[Records from a data source]

——————

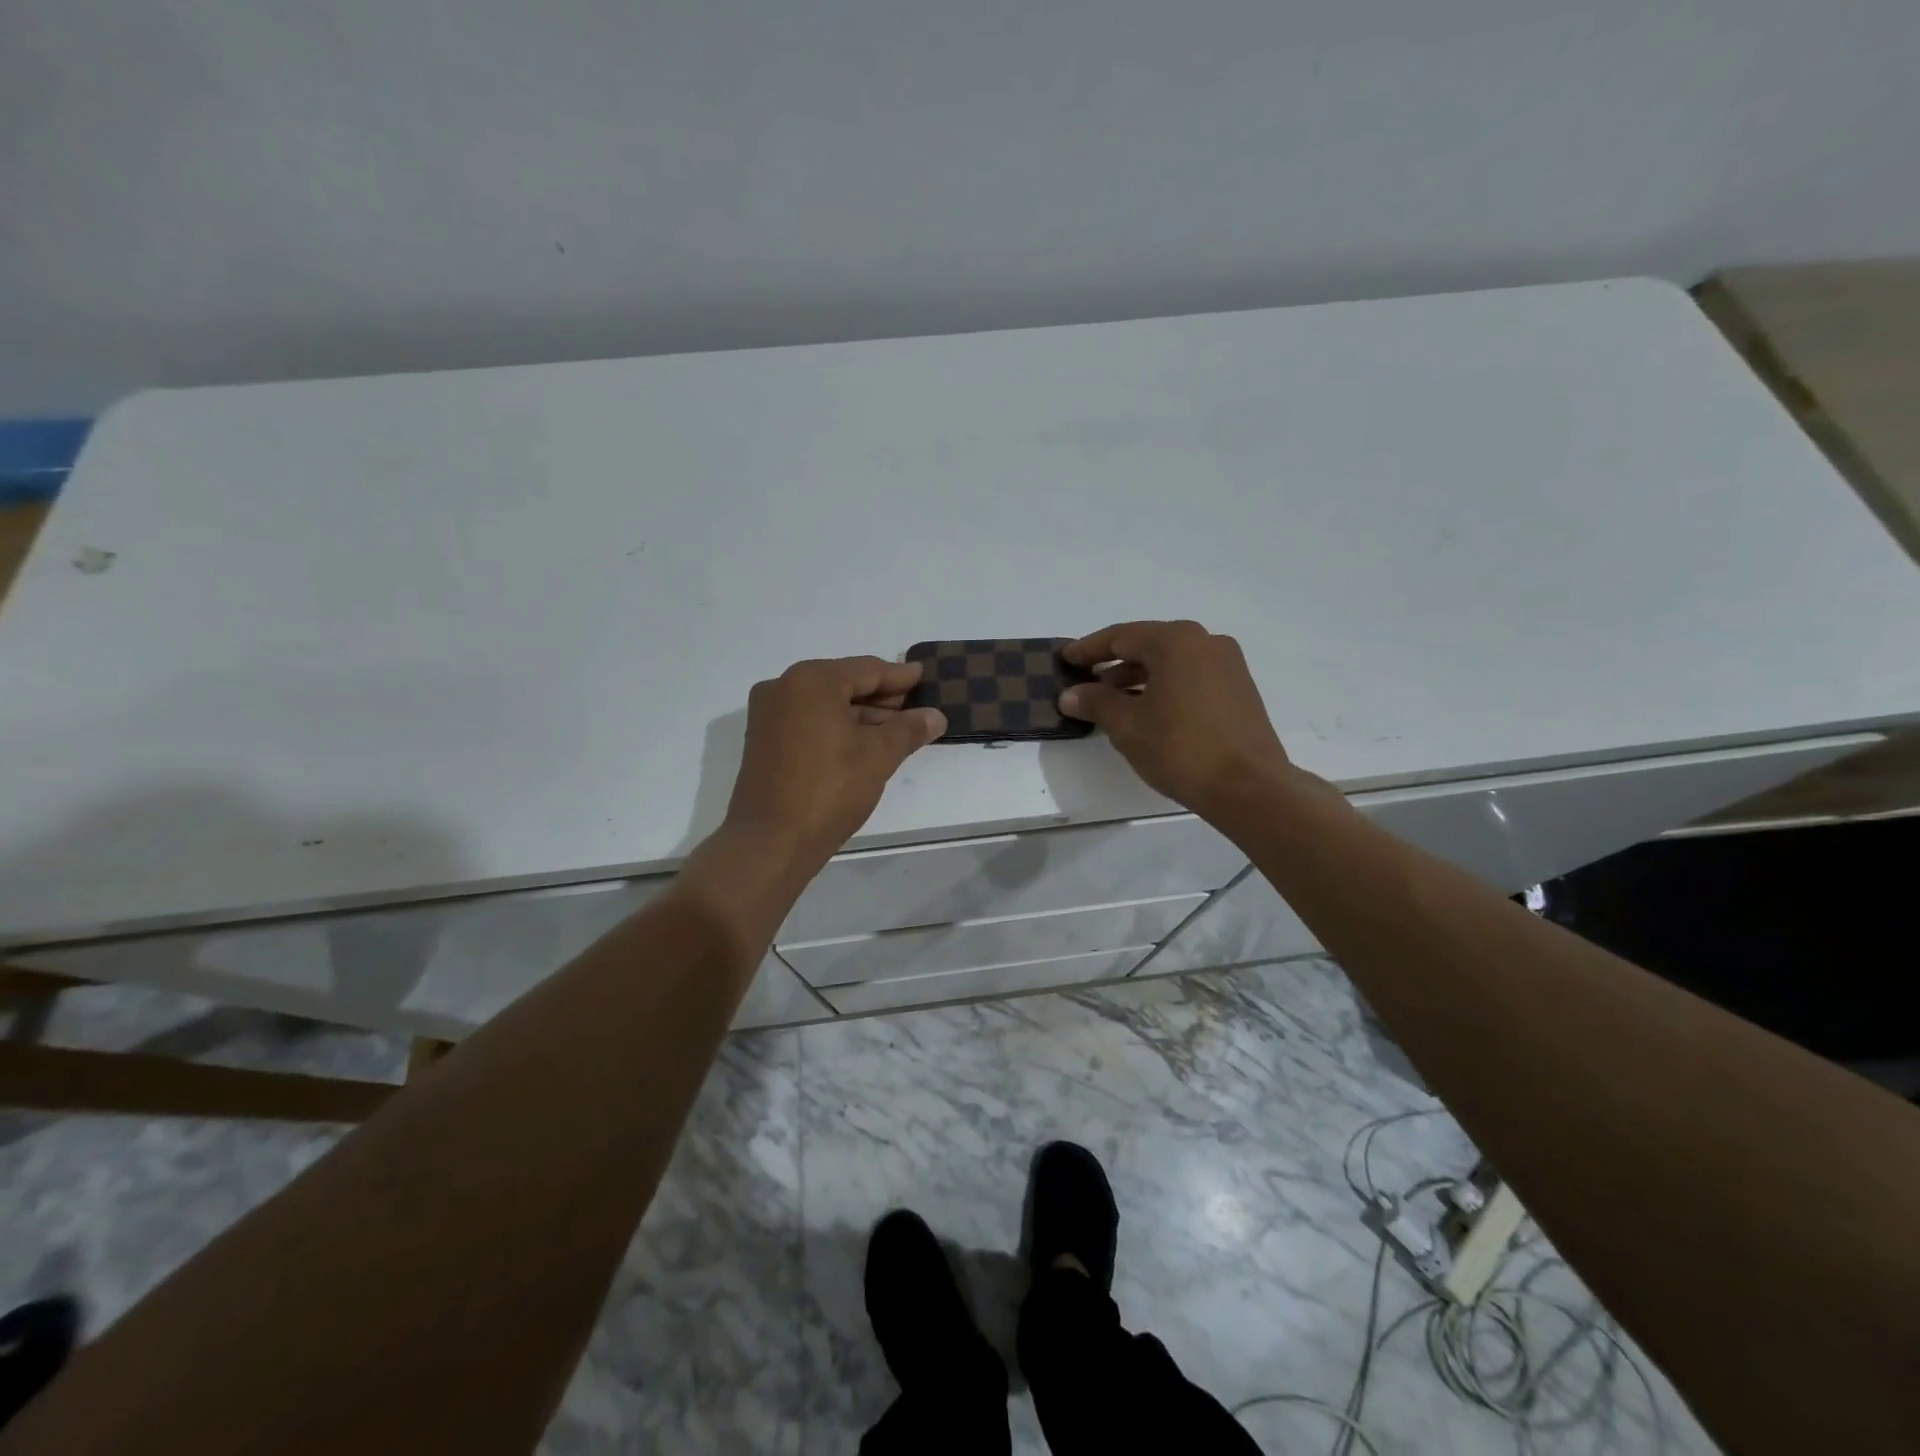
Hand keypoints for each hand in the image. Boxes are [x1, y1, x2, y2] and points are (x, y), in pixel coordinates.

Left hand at [724, 657, 945, 862]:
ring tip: (896, 728)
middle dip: (880, 696)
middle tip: (915, 706)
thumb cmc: (829, 789)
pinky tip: (863, 742)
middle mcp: (784, 687)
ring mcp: (769, 714)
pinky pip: (809, 720)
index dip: (899, 676)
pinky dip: (837, 726)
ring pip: (825, 703)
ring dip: (860, 714)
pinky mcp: (764, 740)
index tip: (923, 676)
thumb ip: (908, 729)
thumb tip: (935, 716)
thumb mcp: (878, 756)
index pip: (866, 669)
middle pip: (843, 682)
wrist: (771, 841)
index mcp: (811, 681)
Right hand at [1060, 620, 1294, 816]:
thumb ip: (1096, 702)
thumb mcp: (1127, 725)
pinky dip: (1164, 686)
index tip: (1066, 659)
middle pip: (1148, 644)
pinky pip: (1191, 676)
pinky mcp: (1239, 689)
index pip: (1121, 637)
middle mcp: (1205, 642)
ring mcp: (1227, 665)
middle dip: (1114, 662)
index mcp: (1176, 641)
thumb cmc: (1180, 748)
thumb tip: (1070, 694)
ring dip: (1139, 676)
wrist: (1248, 787)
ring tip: (1111, 700)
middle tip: (1085, 679)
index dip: (1089, 649)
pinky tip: (1147, 710)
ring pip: (1171, 662)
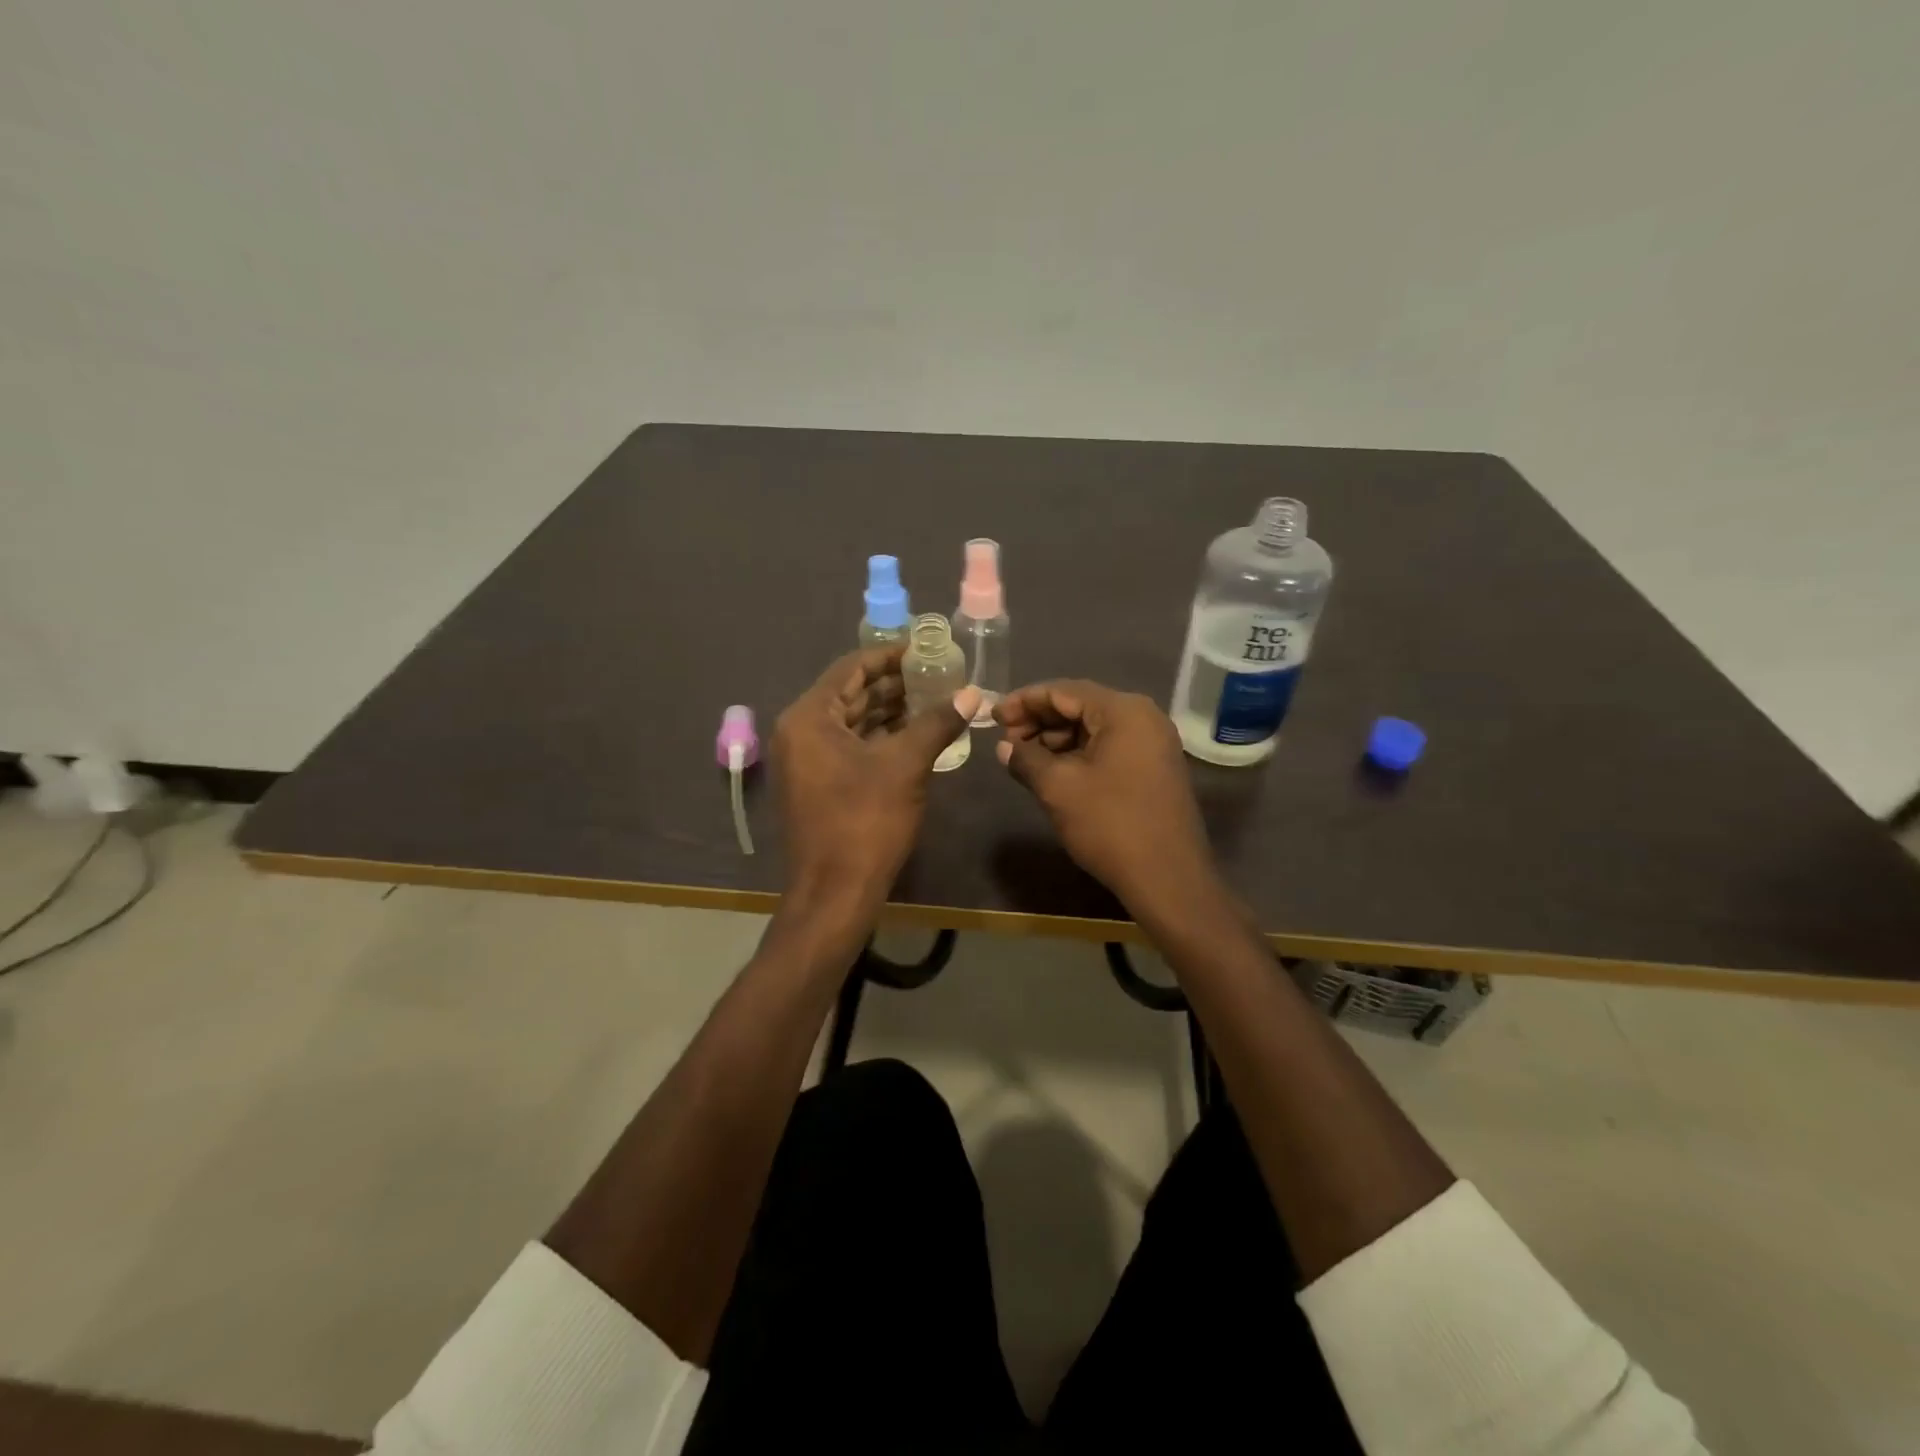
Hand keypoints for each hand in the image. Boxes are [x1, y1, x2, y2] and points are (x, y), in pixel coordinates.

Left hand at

——————

* _What the exercise asks_
Work through the entries, filtering for the string "hand", and copy each line that holds it.

* _Result_
Hand keypoints for each hand in the image. Boxes are [x1, y1, x2, y2] and points are (x, y), in pixel coordinates.
Left hand at [724, 657, 945, 862]:
Right hand at [1060, 620, 1294, 816]:
Hand keypoints for each hand in the image. Boxes are [x1, y1, x2, y2] and points are (x, y), in pixel coordinates.
Left hand at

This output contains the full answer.